Simplified overview of the generalised major biosynthetic cascades and selected lipid mediators derived from linoleic acid (LA), arachidonic acid (ARA), eicosapentaenoic acid (EPA), and docosahexaenoic acid (DHA).
Cyclooxygenases (COX) convert polyunsaturated fatty acids (PUFAs) to prostanoids. Leukotrienes (LTs) derive from the 5-lipoxygenase pathway (5-LOX), while further lipoxygenases (8-LOX and 12/15-LOX) convert PUFAs to corresponding hydroxylated fatty acids (HODE, HETE, HEPE and HDHA). 8,15- and 5,15-dihydroxyeicosatetraenoic acid (8,15- and 5,15-DiHETE) as well as specialised pro-resolving mediators (SPMs) like resolvins (Rv), neuroprotectin D1 (NPD1) and lipoxins (Lx) require at least two consecutive enzymatic conversions. Various cytochrome P450 monooxygenase enzymes (CYP 450) catalyse the epoxidation of PUFAs, illustrated by ARA-derived epoxyeicosatrienoic acids (EpETrEs).
Fig 2.
Stacked bar graphs represent the percentage-ratio of all detected metabolites summed by their assumed major formation route in the a) cerebra and b) cerebella of Toxocara spp.-infected and uninfected mice.

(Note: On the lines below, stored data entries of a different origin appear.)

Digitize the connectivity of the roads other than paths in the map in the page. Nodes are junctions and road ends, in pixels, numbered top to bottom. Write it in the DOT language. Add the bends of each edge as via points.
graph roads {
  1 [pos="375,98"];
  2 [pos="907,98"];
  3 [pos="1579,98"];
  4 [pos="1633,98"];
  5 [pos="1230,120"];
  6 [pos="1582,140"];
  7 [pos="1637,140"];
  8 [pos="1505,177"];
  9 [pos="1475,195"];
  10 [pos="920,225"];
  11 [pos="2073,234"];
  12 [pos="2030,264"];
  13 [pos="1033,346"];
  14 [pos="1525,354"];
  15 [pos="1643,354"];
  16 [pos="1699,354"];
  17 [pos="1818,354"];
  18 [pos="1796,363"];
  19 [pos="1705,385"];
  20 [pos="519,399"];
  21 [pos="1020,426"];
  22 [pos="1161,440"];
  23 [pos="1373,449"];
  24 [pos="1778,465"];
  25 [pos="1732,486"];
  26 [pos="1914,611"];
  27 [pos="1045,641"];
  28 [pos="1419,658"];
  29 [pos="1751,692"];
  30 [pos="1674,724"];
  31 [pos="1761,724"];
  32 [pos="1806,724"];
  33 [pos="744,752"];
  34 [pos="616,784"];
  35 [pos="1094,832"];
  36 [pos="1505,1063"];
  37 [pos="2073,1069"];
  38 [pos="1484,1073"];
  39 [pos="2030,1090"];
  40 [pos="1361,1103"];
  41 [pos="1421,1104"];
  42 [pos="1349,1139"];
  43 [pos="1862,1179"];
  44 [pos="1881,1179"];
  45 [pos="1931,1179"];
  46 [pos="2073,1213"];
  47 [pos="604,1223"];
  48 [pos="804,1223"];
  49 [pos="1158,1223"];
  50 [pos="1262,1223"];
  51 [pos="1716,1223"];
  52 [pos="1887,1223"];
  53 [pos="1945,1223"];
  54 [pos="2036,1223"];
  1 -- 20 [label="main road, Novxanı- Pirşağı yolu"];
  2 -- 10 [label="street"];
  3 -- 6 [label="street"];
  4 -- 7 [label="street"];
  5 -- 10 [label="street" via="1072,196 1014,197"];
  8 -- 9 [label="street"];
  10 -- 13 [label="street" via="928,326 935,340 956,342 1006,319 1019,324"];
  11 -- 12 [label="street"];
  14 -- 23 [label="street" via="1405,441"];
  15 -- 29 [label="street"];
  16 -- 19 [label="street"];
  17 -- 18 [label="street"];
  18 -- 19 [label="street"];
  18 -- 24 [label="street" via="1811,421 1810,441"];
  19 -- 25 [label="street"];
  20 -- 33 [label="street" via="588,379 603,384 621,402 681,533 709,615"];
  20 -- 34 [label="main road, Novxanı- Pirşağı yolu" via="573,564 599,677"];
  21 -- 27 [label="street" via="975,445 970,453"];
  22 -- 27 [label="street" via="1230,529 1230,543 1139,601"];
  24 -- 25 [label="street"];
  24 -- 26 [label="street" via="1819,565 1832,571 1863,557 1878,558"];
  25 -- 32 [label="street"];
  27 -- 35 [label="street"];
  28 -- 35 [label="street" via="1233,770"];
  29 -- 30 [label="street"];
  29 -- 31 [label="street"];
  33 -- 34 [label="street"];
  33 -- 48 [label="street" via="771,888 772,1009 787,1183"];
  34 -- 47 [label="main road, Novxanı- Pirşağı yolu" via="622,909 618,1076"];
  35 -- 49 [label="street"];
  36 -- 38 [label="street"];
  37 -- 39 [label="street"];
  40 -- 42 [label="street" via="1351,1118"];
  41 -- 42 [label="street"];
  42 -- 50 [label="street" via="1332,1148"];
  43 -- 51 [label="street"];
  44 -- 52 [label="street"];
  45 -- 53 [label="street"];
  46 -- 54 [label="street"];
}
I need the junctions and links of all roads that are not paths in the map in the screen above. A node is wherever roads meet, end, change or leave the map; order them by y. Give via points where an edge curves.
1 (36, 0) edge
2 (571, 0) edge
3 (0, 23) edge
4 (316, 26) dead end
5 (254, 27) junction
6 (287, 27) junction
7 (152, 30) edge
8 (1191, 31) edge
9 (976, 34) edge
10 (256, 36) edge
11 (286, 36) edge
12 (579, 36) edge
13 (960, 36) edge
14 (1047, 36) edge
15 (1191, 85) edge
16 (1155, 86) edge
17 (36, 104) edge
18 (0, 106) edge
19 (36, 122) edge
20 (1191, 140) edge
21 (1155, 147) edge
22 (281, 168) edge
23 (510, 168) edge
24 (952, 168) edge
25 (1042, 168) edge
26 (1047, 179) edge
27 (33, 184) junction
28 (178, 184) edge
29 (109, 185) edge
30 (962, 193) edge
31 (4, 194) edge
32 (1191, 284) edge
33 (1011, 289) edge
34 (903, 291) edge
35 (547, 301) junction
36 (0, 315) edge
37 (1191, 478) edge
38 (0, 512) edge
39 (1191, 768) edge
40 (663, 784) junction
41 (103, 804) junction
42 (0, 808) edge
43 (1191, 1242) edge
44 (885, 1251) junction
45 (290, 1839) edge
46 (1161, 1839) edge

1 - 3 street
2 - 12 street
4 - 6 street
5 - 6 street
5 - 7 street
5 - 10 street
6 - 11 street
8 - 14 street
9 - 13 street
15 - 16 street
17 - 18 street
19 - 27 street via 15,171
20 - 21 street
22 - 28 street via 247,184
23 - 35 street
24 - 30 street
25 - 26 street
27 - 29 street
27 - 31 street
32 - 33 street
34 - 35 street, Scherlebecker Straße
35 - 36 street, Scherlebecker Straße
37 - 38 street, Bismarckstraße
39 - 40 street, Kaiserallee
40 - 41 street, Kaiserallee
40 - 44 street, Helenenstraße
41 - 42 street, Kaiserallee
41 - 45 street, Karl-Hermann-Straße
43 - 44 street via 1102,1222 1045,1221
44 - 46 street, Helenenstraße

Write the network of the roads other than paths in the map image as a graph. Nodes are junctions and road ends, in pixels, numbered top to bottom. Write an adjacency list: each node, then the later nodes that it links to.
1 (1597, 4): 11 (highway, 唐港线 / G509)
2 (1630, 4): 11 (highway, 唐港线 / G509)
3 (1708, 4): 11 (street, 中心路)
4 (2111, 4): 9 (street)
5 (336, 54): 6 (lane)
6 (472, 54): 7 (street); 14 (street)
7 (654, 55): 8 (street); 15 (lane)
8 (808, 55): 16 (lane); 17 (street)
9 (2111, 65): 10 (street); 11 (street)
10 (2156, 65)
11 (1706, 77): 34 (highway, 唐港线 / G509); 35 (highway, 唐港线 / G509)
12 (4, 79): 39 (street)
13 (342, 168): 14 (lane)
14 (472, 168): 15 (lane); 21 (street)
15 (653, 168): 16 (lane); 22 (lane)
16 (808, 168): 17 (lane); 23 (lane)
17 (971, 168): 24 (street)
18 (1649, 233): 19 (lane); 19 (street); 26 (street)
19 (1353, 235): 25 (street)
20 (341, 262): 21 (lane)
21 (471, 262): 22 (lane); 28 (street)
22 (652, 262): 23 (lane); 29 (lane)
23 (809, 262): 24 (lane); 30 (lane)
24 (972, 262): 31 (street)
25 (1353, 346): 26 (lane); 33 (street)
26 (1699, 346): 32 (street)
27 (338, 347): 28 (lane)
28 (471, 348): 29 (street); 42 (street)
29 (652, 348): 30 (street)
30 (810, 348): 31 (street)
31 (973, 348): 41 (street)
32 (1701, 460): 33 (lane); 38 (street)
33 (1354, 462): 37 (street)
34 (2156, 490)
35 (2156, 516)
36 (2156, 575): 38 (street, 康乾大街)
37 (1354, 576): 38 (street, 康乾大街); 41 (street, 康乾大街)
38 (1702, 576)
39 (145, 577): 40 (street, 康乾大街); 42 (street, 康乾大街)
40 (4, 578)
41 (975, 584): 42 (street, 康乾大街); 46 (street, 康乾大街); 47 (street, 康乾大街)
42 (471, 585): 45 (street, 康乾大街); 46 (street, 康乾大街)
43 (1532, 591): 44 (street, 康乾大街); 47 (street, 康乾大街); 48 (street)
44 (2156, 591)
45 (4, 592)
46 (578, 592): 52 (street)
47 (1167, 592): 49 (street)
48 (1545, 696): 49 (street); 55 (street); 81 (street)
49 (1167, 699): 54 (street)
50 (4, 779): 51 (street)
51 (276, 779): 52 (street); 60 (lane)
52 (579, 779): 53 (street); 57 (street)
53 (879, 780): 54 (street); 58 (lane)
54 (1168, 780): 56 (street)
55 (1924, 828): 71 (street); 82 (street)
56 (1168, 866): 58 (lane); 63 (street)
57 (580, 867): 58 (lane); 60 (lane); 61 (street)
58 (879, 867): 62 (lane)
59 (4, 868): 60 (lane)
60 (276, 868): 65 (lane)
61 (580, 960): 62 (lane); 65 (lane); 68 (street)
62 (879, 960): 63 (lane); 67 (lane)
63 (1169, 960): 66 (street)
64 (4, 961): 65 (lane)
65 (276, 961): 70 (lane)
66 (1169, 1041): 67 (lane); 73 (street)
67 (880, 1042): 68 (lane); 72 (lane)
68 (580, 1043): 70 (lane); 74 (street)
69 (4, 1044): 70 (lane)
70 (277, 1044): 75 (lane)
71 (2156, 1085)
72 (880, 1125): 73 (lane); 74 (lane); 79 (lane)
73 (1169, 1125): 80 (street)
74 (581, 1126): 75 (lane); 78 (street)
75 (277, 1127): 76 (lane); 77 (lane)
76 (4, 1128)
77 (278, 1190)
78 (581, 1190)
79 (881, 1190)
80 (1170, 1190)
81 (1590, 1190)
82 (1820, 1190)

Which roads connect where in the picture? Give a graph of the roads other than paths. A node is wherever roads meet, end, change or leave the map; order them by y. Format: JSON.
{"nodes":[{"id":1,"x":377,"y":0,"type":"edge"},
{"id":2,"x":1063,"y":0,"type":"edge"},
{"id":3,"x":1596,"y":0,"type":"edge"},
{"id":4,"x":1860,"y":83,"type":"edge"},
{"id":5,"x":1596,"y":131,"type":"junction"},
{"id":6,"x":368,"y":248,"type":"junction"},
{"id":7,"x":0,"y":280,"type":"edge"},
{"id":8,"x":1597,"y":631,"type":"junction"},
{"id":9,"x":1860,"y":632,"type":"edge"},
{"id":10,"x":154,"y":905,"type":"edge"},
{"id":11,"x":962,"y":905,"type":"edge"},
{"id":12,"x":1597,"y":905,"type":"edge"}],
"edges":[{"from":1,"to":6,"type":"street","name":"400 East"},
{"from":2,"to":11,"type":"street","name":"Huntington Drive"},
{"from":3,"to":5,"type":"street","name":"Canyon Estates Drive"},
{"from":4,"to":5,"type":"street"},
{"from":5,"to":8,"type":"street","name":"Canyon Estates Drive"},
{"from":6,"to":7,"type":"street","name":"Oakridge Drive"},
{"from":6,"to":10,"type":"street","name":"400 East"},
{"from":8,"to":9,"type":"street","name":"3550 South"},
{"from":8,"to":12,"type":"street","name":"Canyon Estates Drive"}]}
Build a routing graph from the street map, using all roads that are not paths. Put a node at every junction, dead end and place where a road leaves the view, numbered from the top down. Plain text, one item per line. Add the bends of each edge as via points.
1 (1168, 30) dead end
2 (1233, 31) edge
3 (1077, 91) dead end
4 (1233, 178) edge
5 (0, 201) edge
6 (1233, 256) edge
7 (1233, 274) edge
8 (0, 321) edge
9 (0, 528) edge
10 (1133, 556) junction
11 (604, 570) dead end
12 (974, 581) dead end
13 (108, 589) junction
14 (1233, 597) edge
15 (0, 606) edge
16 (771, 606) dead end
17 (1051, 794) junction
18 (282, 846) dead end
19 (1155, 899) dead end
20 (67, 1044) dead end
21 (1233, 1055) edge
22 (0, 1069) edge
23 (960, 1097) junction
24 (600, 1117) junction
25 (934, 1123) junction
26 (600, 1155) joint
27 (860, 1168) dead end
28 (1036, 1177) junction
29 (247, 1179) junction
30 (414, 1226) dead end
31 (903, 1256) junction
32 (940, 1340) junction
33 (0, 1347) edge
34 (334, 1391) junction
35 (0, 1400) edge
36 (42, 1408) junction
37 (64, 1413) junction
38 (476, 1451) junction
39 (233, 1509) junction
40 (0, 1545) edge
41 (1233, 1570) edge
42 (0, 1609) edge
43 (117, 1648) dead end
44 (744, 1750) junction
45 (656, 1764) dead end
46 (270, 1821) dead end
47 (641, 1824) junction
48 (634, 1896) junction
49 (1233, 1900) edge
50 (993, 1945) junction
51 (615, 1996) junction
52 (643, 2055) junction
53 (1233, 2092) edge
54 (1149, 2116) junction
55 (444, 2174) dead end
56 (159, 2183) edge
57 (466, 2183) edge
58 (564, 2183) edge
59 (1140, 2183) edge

Each column represents data from a single sample (n = 5).
Fig 3.
Heatmap representing the mean fold-change of each lipid mediator in uninfected controls as well as in T. canis- and T. cati-infected mice.
For clarity, classification of metabolites is generalised based on their major biosynthetic pathways. Metabolites below the quantification limit are displayed in grey.
Fig 4.
Time course of concentrations of NPD1 (mean ± SEM) in the cerebra and cerebella of uninfected controls as well as T. canis- and T. cati-infected mice.
If the level was below the limit of quantification (LOQ) the LOQ is shown (0.498 fmol/mg). Asterisks indicate statistically significant differences (P≤0.05) between infected and uninfected mice. The square marks an outlier for NPD1 at day 70 pi.
Fig 5.
13-HODE/9-HODE-ratio (mean ± SEM) in the cerebra and cerebella of uninfected controls as well as T. canis- and T. cati-infected mice.
Asterisks indicate statistically significant differences (P≤0.05) between infected and uninfected mice.
Fig 6.
Transcriptional alterations (in fold-changes) of different ptgs- (encoding for COX enzymes) and alox- (encoding for LOX enzymes) genes during T. canis- as well as T. cati-induced NT compared to uninfected mice.
Data for day 42 pi have been deposited at the Gene Expression Omnibus (GEO) database of the National Center for Biotechnology Information (NCBI) under the accession number GSE66094 [31].